_REQUIRED ACTION_: From the listing below, copy out every line where the word "Ignacego" appears.

*** Opening of INPUT RECORDS ***

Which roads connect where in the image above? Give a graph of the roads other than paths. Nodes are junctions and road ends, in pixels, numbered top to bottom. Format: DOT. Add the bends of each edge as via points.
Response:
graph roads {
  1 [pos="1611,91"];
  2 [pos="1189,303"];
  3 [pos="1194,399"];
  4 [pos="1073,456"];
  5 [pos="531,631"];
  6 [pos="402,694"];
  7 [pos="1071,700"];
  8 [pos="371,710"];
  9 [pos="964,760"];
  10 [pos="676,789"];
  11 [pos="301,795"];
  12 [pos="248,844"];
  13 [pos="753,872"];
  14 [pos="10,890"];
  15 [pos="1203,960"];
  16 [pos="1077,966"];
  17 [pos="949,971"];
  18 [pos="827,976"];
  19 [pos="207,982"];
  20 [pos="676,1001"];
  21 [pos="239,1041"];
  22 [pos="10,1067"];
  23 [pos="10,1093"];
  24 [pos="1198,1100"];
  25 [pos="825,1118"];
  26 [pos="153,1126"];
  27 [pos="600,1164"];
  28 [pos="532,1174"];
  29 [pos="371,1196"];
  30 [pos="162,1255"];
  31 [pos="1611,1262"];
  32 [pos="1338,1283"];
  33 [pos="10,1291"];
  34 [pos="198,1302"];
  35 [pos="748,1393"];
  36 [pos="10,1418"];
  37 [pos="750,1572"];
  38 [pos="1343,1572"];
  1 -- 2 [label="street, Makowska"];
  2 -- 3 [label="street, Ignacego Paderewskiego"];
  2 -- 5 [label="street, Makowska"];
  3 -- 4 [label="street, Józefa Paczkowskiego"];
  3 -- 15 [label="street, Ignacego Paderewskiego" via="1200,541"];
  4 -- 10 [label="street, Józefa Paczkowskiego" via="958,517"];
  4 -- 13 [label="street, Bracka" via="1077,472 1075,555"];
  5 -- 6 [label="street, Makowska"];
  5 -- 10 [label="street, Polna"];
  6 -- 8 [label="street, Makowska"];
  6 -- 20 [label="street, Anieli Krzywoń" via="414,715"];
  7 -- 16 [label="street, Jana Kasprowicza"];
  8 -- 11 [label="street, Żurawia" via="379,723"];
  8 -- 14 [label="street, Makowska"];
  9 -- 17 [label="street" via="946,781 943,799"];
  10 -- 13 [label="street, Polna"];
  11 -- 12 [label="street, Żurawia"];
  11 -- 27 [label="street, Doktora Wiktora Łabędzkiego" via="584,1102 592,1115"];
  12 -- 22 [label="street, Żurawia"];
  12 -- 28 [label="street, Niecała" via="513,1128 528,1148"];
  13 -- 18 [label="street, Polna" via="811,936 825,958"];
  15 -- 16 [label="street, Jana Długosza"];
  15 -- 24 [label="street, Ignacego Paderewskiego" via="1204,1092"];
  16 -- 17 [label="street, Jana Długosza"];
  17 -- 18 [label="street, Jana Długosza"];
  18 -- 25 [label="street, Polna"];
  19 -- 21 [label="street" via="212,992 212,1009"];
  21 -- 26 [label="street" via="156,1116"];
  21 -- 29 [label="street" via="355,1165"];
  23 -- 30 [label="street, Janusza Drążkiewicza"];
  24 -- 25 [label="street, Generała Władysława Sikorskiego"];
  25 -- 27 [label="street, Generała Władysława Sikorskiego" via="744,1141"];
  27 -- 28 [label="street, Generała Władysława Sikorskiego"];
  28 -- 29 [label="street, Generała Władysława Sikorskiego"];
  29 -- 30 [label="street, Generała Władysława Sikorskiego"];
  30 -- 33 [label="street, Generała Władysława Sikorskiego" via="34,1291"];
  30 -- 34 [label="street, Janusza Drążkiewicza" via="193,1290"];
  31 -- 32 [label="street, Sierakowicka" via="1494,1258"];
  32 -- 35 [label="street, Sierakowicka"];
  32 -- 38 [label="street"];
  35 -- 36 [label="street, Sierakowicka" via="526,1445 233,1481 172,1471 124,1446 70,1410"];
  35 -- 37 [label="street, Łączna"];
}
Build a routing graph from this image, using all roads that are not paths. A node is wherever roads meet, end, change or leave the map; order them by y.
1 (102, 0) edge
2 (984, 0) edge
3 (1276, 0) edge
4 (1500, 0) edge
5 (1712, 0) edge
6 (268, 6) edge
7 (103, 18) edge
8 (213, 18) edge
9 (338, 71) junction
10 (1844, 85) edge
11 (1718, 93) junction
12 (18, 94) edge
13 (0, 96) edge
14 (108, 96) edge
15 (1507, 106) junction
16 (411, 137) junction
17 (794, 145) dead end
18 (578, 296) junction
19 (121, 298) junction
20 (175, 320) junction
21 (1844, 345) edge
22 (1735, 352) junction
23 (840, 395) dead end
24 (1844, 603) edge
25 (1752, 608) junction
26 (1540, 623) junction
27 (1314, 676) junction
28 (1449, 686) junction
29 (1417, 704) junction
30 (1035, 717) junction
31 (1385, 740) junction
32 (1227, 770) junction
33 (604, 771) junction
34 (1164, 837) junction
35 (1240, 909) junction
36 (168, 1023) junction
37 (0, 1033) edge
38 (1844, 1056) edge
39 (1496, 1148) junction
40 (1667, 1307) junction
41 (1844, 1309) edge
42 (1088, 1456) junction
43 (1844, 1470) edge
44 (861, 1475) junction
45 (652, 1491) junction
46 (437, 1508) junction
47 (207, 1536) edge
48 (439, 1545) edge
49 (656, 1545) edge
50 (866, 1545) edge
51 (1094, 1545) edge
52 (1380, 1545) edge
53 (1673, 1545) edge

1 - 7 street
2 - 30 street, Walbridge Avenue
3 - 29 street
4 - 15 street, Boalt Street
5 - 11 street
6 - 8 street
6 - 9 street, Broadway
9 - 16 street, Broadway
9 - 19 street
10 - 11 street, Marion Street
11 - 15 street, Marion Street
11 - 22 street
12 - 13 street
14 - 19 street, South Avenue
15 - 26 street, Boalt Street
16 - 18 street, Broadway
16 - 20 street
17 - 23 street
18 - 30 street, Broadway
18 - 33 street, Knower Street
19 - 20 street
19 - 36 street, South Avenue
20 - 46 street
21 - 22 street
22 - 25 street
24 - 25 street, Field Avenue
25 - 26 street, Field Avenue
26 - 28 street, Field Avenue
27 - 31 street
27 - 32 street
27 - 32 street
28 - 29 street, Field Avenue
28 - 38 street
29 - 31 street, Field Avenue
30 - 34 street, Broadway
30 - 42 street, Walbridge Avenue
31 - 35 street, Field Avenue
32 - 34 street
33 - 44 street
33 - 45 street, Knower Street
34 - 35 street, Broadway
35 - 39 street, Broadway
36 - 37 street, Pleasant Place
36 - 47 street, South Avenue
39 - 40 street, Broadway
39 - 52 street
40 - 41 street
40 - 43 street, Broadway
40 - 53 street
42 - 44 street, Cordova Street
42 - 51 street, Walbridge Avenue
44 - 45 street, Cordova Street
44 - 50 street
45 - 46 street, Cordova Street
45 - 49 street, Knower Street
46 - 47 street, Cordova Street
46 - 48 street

*** Close of INPUT RECORDS ***

_FINISHED EXERCISE_:
  2 -- 3 [label="street, Ignacego Paderewskiego"];
  3 -- 15 [label="street, Ignacego Paderewskiego" via="1200,541"];
  15 -- 24 [label="street, Ignacego Paderewskiego" via="1204,1092"];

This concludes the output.